Заседание кафедры древней истории проходило в старой аудитории с высокими, почти церковными стрельчатыми окнами. Сквозь мутные, веками не мытые стёкла пробивался бледный ноябрьский свет, который, казалось, тонул в густой, как патока, академической атмосфере. Воздух здесь всегда был одинаковым – тяжёлый коктейль из запахов полироли для массивных дубовых панелей, пыли от тысяч никогда не открывавшихся фолиантов и остывшего, горького кофе из университетской столовой. Но сегодня для Клауса Рихтера, тридцатидвухлетнего доцента, этот воздух был другим. Он был разреженным, как перед грозой. Он звенел от напряжения.
Он только что закончил свой доклад. Десять минут, которые должны были стать его заявкой, его манифестом, его первым шагом к настоящей, большой науке. Десять минут, в которые он вложил два года бессонных ночей, сотни часов в архивах и всё своё сердце. Он изложил суть своей статьи: гипотезу о существовании единого праязыка как доказательства существования глобальной, высокоразвитой протоцивилизации.

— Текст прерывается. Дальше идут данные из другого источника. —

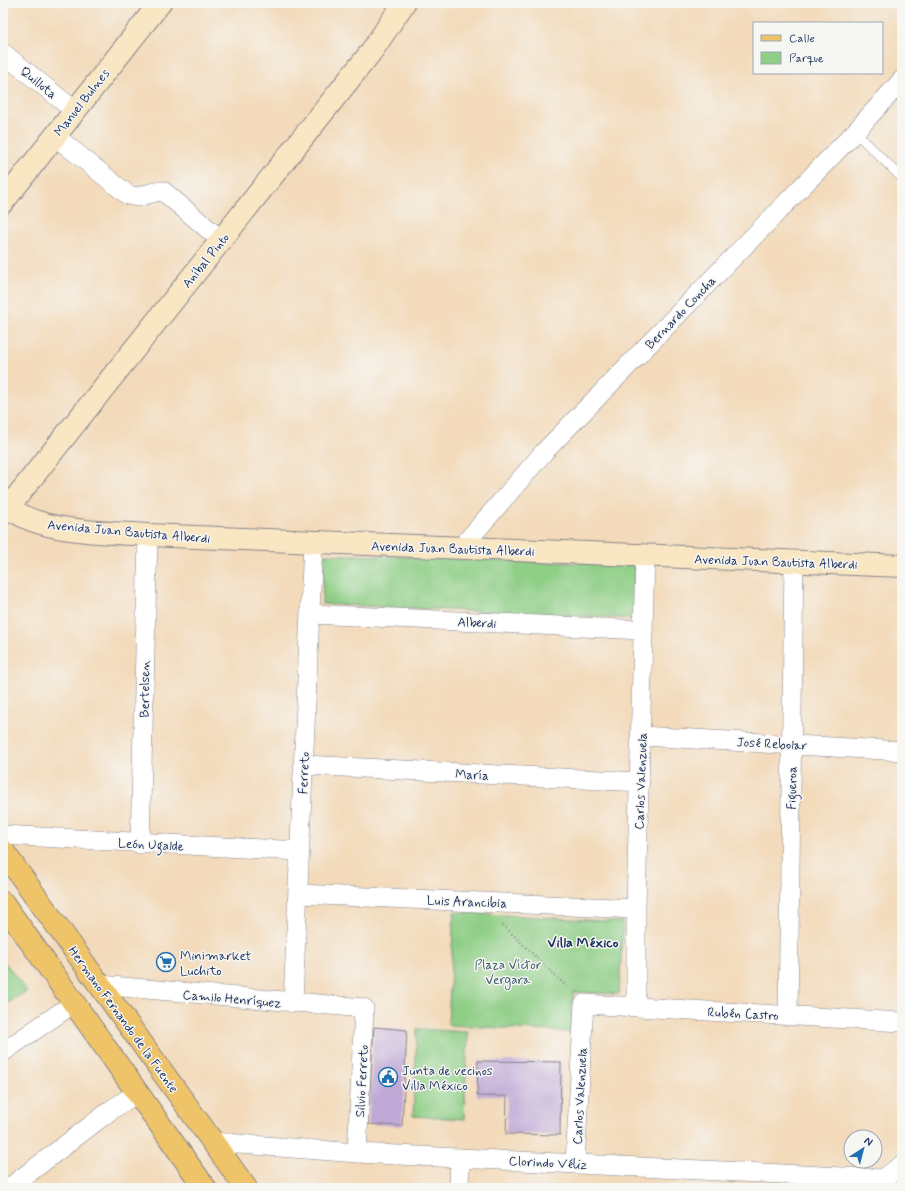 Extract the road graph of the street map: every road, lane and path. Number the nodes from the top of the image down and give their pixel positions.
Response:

И теперь в аудитории висела тишина. Не почтительная. Не задумчивая. А тяжёлая, вязкая, осуждающая. Десяток его коллег, от убелённых сединами профессоров до таких же молодых доцентов, как он сам, сидели за длинным, покрытым зелёным сукном столом. И никто не смотрел на него. Доктор Мюллер, специалист по Римской империи, скрупулёзно изучал узор на своём галстуке. Фрау Грюнвальд, эксперт по эллинизму, с преувеличенным интересом листала свой ежедневник. Остальные просто смотрели в стол, словно на полированной поверхности можно было найти ответы на все вопросы бытия. Их молчание было громче любых криков.
Первым его нарушил профессор Эберхардт. Его научный руководитель. Человек, которого Клаус уважал до благоговения, чьи книги по историографии он читал ещё студентом, заучивая целые абзацы наизусть. Эберхардт был для него воплощением настоящего Учёного – мудрого, смелого, ироничного.
Профессор снял свои старомодные круглые очки, медленно извлёк из нагрудного кармана белоснежный платок и принялся их протирать. Этот ритуал, обычно успокаивающий, сейчас выглядел как подготовка палача к экзекуции. Наконец, он водрузил очки на нос и посмотрел на Клауса. Его взгляд, обычно такой тёплый и живой, стал холодным и непроницаемым, как у хирурга, смотрящего на рентгеновский снимок.
– Клаус, – начал он, и его голос, лишённый привычных отеческих интонаций, прозвучал в мёртвой тишине аудитории сухо и официально. – Мы все, безусловно, ценим твой энтузиазм. Твой, без сомнения, неординарный ум. Но то, что мы услышали сейчас…
Он сделал театральную паузу, обводя взглядом присутствующих, словно призывая их в свидетели неизбежного.
– Клаус, мы историки, а не писатели-фантасты.
Слово «фантасты» ударило наотмашь, как пощёчина. Клаус почувствовал, как горячая волна стыда и гнева поднялась от груди к лицу. Он открыл рот, чтобы возразить, чтобы крикнуть, что это не фантазии, что у него есть доказательства, сотни совпадений, которые не могут быть случайностью… Но Эберхардт остановил его едва заметным движением руки.
– Ваши гипотезы элегантны, но бездоказательны, – продолжил профессор, перейдя на холодное «вы», окончательно отрезая Клауса от круга «своих». – Вы, как историк, вторгаетесь на чужую территорию, в лингвистику, и делаете выводы вселенского масштаба на основе случайных совпадений. Параллели между Критом и Сибирью? Это дилетантство, мой мальчик. Поэзия, а не наука. Красивая метафора, не более.
Клаус смотрел на своего учителя, и в его сознании не укладывалось происходящее. Этот человек… он же сам видел его черновики. Он сам говорил: «Копай глубже, Клаус! Не бойся задавать неудобные вопросы!». Что же изменилось?